Explainable AI-based Deep-SHAP for mapping the multivariate relationships between regional neuroimaging biomarkers and cognition.

Background: Mild cognitive impairment (MCI)/Alzheimer's disease (AD) is associated with cognitive decline beyond normal aging and linked to the alterations of brain volume quantified by magnetic resonance imaging (MRI) and amyloid-beta (Aβ) quantified by positron emission tomography (PET). Yet, the complex relationships between these regional imaging measures and cognition in MCI/AD remain unclear. Explainable artificial intelligence (AI) may uncover such relationships.

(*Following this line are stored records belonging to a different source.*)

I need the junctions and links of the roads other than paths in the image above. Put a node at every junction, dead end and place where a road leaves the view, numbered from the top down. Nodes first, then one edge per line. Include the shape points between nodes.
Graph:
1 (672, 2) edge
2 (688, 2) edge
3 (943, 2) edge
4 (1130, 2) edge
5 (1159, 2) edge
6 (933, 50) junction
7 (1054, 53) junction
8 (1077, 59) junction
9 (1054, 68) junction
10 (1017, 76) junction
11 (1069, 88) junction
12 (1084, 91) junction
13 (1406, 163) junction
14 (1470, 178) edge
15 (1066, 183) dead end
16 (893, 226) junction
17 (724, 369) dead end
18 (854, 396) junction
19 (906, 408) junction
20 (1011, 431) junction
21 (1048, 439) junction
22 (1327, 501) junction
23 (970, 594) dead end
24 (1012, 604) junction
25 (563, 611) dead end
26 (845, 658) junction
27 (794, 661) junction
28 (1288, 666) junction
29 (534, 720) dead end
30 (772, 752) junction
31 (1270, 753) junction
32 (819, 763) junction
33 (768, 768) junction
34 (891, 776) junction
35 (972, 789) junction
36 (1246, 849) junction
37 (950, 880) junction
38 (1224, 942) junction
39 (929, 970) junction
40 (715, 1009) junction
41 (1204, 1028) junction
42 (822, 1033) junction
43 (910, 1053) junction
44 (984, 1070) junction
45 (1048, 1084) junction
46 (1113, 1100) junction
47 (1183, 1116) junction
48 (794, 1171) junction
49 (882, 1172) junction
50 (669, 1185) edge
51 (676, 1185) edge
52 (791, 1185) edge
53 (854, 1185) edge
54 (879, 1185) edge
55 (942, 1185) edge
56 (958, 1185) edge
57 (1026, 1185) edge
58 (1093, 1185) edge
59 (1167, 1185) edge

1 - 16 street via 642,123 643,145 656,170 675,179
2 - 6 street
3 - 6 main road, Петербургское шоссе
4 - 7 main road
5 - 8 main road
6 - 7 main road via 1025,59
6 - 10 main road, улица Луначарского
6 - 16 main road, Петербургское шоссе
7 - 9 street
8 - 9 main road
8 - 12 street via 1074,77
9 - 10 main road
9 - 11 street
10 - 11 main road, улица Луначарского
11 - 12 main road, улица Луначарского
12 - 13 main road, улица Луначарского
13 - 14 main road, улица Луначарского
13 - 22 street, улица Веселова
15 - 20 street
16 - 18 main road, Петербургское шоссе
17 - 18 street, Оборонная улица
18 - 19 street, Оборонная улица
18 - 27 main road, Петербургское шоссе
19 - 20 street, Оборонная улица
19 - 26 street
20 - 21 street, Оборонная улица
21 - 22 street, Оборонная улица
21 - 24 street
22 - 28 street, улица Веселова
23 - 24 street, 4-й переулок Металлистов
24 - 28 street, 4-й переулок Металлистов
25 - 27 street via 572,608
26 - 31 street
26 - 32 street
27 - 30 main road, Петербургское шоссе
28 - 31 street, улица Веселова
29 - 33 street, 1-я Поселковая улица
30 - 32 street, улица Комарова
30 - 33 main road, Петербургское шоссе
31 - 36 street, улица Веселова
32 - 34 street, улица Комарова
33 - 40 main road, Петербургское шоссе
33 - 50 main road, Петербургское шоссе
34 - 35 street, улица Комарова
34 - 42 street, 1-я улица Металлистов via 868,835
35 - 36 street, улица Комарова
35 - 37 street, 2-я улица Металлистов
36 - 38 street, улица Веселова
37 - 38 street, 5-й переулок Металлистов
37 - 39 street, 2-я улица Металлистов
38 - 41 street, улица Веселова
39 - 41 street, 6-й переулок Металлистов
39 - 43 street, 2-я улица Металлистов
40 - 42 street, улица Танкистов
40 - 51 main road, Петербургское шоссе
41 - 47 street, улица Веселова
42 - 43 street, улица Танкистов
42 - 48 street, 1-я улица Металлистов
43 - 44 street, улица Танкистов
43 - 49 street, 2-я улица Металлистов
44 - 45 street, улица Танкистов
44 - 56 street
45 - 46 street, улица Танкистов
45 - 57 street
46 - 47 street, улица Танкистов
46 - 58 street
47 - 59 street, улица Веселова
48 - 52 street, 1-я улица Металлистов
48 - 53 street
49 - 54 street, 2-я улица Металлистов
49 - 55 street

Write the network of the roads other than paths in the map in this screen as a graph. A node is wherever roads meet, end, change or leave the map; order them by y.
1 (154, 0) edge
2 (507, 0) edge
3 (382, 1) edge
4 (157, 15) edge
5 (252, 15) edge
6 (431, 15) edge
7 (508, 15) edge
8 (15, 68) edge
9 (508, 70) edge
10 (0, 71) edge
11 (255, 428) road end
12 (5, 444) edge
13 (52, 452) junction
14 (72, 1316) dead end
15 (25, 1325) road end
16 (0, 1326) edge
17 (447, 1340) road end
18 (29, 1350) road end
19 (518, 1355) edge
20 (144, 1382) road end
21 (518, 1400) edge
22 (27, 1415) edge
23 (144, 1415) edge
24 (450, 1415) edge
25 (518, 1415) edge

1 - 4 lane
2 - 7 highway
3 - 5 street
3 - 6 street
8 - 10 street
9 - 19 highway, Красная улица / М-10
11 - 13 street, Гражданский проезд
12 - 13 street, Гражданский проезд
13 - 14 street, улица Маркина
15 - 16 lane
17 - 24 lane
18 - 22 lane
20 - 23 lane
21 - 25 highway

Method: We integrate the AI-based deep learning neural network and Shapley additive explanations (SHAP) approaches and introduce the Deep-SHAP method to investigate the multivariate relationships between regional imaging measures and cognition. After validating this approach on simulated data, we apply it to real experimental data from MCI/AD patients.

Results: Deep-SHAP significantly predicted cognition using simulated regional features and identified the ground-truth simulated regions as the most significant multivariate predictors. When applied to experimental MRI data, Deep-SHAP revealed that the insula, lateral occipital, medial frontal, temporal pole, and occipital fusiform gyrus are the primary contributors to global cognitive decline in MCI/AD. Furthermore, when applied to experimental amyloid Pittsburgh compound B (PiB)-PET data, Deep-SHAP identified the key brain regions for global cognitive decline in MCI/AD as the inferior temporal, parahippocampal, inferior frontal, supratemporal, and lateral frontal gray matter.

Conclusion: Deep-SHAP method uncovered the multivariate relationships between regional brain features and cognition, offering insights into the most critical modality-specific brain regions involved in MCI/AD mechanisms.